■ What you are asked to do
Return all of the lines below exactly as they are.

■ Material to process

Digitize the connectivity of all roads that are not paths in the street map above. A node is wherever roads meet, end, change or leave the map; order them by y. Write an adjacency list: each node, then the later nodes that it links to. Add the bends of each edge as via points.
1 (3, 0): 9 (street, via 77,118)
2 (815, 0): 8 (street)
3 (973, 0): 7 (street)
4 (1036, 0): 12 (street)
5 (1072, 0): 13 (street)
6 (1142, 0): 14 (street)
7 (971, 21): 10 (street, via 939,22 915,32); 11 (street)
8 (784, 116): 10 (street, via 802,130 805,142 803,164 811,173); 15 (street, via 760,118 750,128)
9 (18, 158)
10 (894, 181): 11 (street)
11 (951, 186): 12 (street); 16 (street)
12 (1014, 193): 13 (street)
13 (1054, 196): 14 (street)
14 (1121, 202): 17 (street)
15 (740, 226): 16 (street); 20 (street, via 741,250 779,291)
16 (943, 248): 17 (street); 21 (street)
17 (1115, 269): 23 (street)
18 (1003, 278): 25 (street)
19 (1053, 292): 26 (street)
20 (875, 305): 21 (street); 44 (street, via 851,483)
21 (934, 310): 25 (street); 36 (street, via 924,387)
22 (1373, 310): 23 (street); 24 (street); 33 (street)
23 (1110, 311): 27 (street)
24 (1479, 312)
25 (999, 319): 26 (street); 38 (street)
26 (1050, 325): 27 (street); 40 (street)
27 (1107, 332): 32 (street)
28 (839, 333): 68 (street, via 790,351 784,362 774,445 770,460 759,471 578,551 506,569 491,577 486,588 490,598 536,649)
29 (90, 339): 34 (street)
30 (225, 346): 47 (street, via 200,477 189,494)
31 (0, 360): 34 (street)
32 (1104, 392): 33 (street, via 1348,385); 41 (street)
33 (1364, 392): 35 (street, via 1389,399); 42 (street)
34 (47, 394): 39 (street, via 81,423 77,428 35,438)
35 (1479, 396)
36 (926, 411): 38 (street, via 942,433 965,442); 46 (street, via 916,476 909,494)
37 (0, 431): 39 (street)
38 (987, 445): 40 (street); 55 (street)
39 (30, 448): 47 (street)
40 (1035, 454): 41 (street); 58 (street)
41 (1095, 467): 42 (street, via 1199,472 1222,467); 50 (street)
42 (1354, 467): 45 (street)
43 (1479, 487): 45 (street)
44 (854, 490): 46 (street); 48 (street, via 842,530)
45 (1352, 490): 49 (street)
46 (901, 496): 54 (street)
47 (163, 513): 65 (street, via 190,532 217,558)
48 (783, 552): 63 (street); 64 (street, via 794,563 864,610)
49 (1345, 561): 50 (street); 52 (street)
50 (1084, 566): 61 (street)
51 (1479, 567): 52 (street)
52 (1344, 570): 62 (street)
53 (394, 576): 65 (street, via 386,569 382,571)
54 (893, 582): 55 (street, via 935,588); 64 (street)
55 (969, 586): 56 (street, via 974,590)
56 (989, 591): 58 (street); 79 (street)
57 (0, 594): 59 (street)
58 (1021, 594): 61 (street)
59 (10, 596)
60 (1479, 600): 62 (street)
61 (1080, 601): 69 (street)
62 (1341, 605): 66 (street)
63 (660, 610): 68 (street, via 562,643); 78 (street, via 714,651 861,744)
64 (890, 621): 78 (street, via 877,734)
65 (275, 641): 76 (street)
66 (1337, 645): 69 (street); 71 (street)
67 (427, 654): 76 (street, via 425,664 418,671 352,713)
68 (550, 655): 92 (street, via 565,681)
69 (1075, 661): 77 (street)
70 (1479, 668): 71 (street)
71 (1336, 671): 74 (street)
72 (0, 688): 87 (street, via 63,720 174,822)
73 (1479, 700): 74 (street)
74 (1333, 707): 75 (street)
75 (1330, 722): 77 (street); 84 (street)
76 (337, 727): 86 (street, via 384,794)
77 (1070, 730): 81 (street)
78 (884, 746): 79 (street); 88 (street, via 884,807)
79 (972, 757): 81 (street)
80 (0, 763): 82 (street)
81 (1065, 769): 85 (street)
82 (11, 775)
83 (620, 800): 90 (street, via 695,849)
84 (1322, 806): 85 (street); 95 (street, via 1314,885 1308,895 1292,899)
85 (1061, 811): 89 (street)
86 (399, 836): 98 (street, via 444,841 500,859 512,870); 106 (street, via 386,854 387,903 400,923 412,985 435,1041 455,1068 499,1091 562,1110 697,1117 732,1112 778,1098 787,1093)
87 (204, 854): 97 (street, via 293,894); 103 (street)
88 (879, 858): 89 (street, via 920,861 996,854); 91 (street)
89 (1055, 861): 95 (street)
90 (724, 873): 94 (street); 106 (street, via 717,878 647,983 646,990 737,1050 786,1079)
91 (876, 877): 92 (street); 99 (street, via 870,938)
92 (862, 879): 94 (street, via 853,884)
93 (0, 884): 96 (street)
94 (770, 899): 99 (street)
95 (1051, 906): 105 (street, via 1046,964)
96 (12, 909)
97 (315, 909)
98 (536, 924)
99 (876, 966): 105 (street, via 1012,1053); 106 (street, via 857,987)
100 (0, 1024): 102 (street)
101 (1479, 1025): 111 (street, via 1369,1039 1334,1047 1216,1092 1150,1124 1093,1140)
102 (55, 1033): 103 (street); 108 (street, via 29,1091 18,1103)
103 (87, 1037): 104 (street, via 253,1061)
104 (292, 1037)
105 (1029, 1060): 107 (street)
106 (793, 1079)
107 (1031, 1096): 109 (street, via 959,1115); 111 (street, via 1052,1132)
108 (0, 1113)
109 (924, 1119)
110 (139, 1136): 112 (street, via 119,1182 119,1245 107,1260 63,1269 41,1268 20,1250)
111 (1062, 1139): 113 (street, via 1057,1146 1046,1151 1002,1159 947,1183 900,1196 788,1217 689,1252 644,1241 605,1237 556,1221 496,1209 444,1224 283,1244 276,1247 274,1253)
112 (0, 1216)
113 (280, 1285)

■ Reply
Digitize the connectivity of all roads that are not paths in the street map above. A node is wherever roads meet, end, change or leave the map; order them by y. Write an adjacency list: each node, then the later nodes that it links to. Add the bends of each edge as via points.
1 (3, 0): 9 (street, via 77,118)
2 (815, 0): 8 (street)
3 (973, 0): 7 (street)
4 (1036, 0): 12 (street)
5 (1072, 0): 13 (street)
6 (1142, 0): 14 (street)
7 (971, 21): 10 (street, via 939,22 915,32); 11 (street)
8 (784, 116): 10 (street, via 802,130 805,142 803,164 811,173); 15 (street, via 760,118 750,128)
9 (18, 158)
10 (894, 181): 11 (street)
11 (951, 186): 12 (street); 16 (street)
12 (1014, 193): 13 (street)
13 (1054, 196): 14 (street)
14 (1121, 202): 17 (street)
15 (740, 226): 16 (street); 20 (street, via 741,250 779,291)
16 (943, 248): 17 (street); 21 (street)
17 (1115, 269): 23 (street)
18 (1003, 278): 25 (street)
19 (1053, 292): 26 (street)
20 (875, 305): 21 (street); 44 (street, via 851,483)
21 (934, 310): 25 (street); 36 (street, via 924,387)
22 (1373, 310): 23 (street); 24 (street); 33 (street)
23 (1110, 311): 27 (street)
24 (1479, 312)
25 (999, 319): 26 (street); 38 (street)
26 (1050, 325): 27 (street); 40 (street)
27 (1107, 332): 32 (street)
28 (839, 333): 68 (street, via 790,351 784,362 774,445 770,460 759,471 578,551 506,569 491,577 486,588 490,598 536,649)
29 (90, 339): 34 (street)
30 (225, 346): 47 (street, via 200,477 189,494)
31 (0, 360): 34 (street)
32 (1104, 392): 33 (street, via 1348,385); 41 (street)
33 (1364, 392): 35 (street, via 1389,399); 42 (street)
34 (47, 394): 39 (street, via 81,423 77,428 35,438)
35 (1479, 396)
36 (926, 411): 38 (street, via 942,433 965,442); 46 (street, via 916,476 909,494)
37 (0, 431): 39 (street)
38 (987, 445): 40 (street); 55 (street)
39 (30, 448): 47 (street)
40 (1035, 454): 41 (street); 58 (street)
41 (1095, 467): 42 (street, via 1199,472 1222,467); 50 (street)
42 (1354, 467): 45 (street)
43 (1479, 487): 45 (street)
44 (854, 490): 46 (street); 48 (street, via 842,530)
45 (1352, 490): 49 (street)
46 (901, 496): 54 (street)
47 (163, 513): 65 (street, via 190,532 217,558)
48 (783, 552): 63 (street); 64 (street, via 794,563 864,610)
49 (1345, 561): 50 (street); 52 (street)
50 (1084, 566): 61 (street)
51 (1479, 567): 52 (street)
52 (1344, 570): 62 (street)
53 (394, 576): 65 (street, via 386,569 382,571)
54 (893, 582): 55 (street, via 935,588); 64 (street)
55 (969, 586): 56 (street, via 974,590)
56 (989, 591): 58 (street); 79 (street)
57 (0, 594): 59 (street)
58 (1021, 594): 61 (street)
59 (10, 596)
60 (1479, 600): 62 (street)
61 (1080, 601): 69 (street)
62 (1341, 605): 66 (street)
63 (660, 610): 68 (street, via 562,643); 78 (street, via 714,651 861,744)
64 (890, 621): 78 (street, via 877,734)
65 (275, 641): 76 (street)
66 (1337, 645): 69 (street); 71 (street)
67 (427, 654): 76 (street, via 425,664 418,671 352,713)
68 (550, 655): 92 (street, via 565,681)
69 (1075, 661): 77 (street)
70 (1479, 668): 71 (street)
71 (1336, 671): 74 (street)
72 (0, 688): 87 (street, via 63,720 174,822)
73 (1479, 700): 74 (street)
74 (1333, 707): 75 (street)
75 (1330, 722): 77 (street); 84 (street)
76 (337, 727): 86 (street, via 384,794)
77 (1070, 730): 81 (street)
78 (884, 746): 79 (street); 88 (street, via 884,807)
79 (972, 757): 81 (street)
80 (0, 763): 82 (street)
81 (1065, 769): 85 (street)
82 (11, 775)
83 (620, 800): 90 (street, via 695,849)
84 (1322, 806): 85 (street); 95 (street, via 1314,885 1308,895 1292,899)
85 (1061, 811): 89 (street)
86 (399, 836): 98 (street, via 444,841 500,859 512,870); 106 (street, via 386,854 387,903 400,923 412,985 435,1041 455,1068 499,1091 562,1110 697,1117 732,1112 778,1098 787,1093)
87 (204, 854): 97 (street, via 293,894); 103 (street)
88 (879, 858): 89 (street, via 920,861 996,854); 91 (street)
89 (1055, 861): 95 (street)
90 (724, 873): 94 (street); 106 (street, via 717,878 647,983 646,990 737,1050 786,1079)
91 (876, 877): 92 (street); 99 (street, via 870,938)
92 (862, 879): 94 (street, via 853,884)
93 (0, 884): 96 (street)
94 (770, 899): 99 (street)
95 (1051, 906): 105 (street, via 1046,964)
96 (12, 909)
97 (315, 909)
98 (536, 924)
99 (876, 966): 105 (street, via 1012,1053); 106 (street, via 857,987)
100 (0, 1024): 102 (street)
101 (1479, 1025): 111 (street, via 1369,1039 1334,1047 1216,1092 1150,1124 1093,1140)
102 (55, 1033): 103 (street); 108 (street, via 29,1091 18,1103)
103 (87, 1037): 104 (street, via 253,1061)
104 (292, 1037)
105 (1029, 1060): 107 (street)
106 (793, 1079)
107 (1031, 1096): 109 (street, via 959,1115); 111 (street, via 1052,1132)
108 (0, 1113)
109 (924, 1119)
110 (139, 1136): 112 (street, via 119,1182 119,1245 107,1260 63,1269 41,1268 20,1250)
111 (1062, 1139): 113 (street, via 1057,1146 1046,1151 1002,1159 947,1183 900,1196 788,1217 689,1252 644,1241 605,1237 556,1221 496,1209 444,1224 283,1244 276,1247 274,1253)
112 (0, 1216)
113 (280, 1285)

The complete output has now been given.